The peephole pass gets called per MachineFunction and then iterates over each MachineBasicBlock and in turn over each MachineInst. When it finds an instruction which should be replaced, it builds a new instruction:

NewMI = BuildMI(*MBB, MBBI, MBBI->getDebugLoc(), TII->get(X86::opcode))

.addReg(X86::new_reg, kill)
.addImm(i);

This works and it correctly places the new instruction just before the old instruction in the assembly output. So far so good.

Now I have to remove the old instruction. But everything I try crashes LLVM, either immediately or eventually. Various incantations which haven’t worked.

MBB->remove_instr(OldMI);
OldMI->removeFromParent();
MBB.erase(OldMI);

I should add that there are flags

// %EFLAGS is getting copied automatically
// %RDX<imp-use,kill> is not getting copied (when it appears)

So, any advice to peephole adding/deleting or just replacing MachineInst’s ? I’ve looked over the other peephole optimizers. None seem to direct replacement. You’d think there’d be a MachineInst method.

Don’t you have a problem of iterator invalidation?
How do you loop through the block?
If you can post the full body of the loop (if not too large), or a simpler version that has the bug.

This seems a very natural approach but I probably am having a trouble with
the iterator invalidation. However, looking at other peephole optimizers
passes, I couldn't see how to do this:

#define BUILD_INS(opcode, new_reg, i) \
  BuildMI(*MBB, MBBI, MBBI->getDebugLoc(), TII->get(X86::opcode)) \
    .addReg(X86::new_reg, kill).addImm(i)

  for (MachineFunction::iterator MFI = MF.begin(), MFE = MF.end();
       MFI != MFE; ++MFI) {
    MachineBasicBlock* MBB = MFI;

    for (MachineBasicBlock::iterator MBBI = MBB->begin();
        MBBI != MBB->end(); ++MBBI) {
      MachineInstr *NewMI = NULL;
      OldMI = MBBI;

      // %EFLAGS<imp-def> is getting copied
      // %RDX<imp-use,kill> is not getting copied (when it appears)
      switch (OldMI->getOpcode()) {
      default: continue;
      // ....

      case X86::BT64ri8:
      case X86::BT32ri8:
      case X86::BT16ri8: {
          assert(OldMI->getNumOperands() >= 2);
          MachineOperand &Reg = OldMI->getOperand(0);
          MachineOperand &Imm = OldMI->getOperand(1);
          assert(Reg.isReg());
          assert(Imm.isImm());
          imm = Imm.getImm();

          if (imm >= 32)
            continue;

          kill = getKillRegState(Reg.isKill());

          switch (Reg.getReg()) {
          default: assert(false);
          case X86::RAX:
          case X86::EAX:
          case X86::AX:
            if (imm < 8) NewMI = BUILD_INS(TEST8i8, AL, 1 << imm);
            else if (imm < 16) NewMI = BUILD_INS(TEST8ri, AH, 1 << (imm -
8));
            else NewMI = BUILD_INS(BT32ri8, EAX, imm);
            break;

          // ...
          }
        }
        break;
      }

      // NewMI has been inserted before OldMI
      if (NewMI != NULL) {
// MBB->remove_instr(OldMI); // I've tried these (and others)
// OldMI->removeFromParent();
// MBB.erase(OldMI);
        NumX86Peepholes++;
      }
    }

The loop header needs to be modified, because MBBI will be invalidated when you remove the instruction:

    for (MachineBasicBlock::iterator MBBI = MBB->begin();
        MBBI != MBB->end(); ) {
      MachineInstr *NewMI = NULL;
      OldMI = MBBI;
      ++MBBI

The macro BUILD_INS has to be updated to use OldMI instead of MBBI.

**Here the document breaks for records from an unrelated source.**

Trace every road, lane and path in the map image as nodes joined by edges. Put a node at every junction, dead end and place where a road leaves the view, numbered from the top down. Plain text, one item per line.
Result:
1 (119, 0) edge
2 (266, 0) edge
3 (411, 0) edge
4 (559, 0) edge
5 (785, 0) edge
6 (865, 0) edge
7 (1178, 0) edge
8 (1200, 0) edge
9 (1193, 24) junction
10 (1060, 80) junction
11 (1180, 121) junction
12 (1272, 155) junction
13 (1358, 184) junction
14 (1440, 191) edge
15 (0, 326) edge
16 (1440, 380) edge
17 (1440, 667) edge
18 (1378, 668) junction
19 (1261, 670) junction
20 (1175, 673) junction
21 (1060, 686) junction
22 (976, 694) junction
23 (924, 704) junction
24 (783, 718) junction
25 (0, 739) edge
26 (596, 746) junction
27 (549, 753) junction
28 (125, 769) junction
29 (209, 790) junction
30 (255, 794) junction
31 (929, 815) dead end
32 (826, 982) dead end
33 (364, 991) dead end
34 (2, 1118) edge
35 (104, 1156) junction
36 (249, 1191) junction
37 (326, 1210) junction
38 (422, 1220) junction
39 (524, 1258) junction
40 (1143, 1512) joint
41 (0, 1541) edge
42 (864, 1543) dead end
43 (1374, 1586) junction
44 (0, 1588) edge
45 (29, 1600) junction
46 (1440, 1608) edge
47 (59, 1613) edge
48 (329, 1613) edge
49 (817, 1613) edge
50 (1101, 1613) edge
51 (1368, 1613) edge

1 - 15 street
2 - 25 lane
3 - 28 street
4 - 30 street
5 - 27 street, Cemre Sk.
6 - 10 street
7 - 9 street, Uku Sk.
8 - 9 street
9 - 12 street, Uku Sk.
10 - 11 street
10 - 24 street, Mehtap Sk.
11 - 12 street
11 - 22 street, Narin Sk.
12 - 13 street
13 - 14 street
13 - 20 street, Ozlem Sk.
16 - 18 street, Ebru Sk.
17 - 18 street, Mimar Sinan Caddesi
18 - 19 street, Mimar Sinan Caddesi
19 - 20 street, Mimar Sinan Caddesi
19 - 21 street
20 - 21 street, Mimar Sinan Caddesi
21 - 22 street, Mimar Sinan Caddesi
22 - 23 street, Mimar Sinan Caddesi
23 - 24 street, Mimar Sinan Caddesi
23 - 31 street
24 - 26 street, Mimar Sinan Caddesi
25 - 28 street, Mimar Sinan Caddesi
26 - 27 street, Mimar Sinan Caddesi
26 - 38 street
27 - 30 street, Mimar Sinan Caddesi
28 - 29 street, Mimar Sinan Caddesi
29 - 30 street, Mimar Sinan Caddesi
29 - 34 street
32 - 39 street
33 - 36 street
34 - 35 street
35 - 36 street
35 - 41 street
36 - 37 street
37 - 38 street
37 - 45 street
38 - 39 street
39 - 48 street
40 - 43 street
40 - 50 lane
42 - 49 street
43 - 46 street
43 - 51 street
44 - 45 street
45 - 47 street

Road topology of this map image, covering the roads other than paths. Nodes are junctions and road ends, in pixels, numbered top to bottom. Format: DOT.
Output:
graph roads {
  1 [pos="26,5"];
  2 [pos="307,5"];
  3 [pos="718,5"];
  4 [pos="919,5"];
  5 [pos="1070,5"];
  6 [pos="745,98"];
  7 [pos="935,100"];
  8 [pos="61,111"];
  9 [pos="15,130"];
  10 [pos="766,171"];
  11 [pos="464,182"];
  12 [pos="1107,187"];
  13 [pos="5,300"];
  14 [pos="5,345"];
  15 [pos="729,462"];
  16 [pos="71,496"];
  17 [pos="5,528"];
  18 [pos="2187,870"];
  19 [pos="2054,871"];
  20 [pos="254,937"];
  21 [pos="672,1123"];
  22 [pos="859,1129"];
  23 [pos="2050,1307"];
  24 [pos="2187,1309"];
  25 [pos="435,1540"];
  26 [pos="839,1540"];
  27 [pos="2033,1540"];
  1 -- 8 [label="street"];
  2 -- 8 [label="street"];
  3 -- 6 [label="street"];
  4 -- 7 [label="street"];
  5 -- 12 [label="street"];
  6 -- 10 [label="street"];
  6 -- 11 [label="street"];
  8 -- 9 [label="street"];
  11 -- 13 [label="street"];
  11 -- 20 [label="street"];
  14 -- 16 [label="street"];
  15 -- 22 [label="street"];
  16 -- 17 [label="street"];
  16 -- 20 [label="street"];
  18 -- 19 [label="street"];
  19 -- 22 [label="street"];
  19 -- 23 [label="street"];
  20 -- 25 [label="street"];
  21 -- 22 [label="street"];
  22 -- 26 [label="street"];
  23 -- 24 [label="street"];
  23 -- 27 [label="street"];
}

Also I’m unsure why OldMI is not local to this loop body.

There are 11 BuildMI() functions in MachineInstrBuilder.h including four
using the iterator and one using an instruction. But I just don't think
that's it. The creation of the new instruction works fine (works fine with
OldMI as well) and the new instruction is present in the assembly output.

The problem is removing the old instruction correctly.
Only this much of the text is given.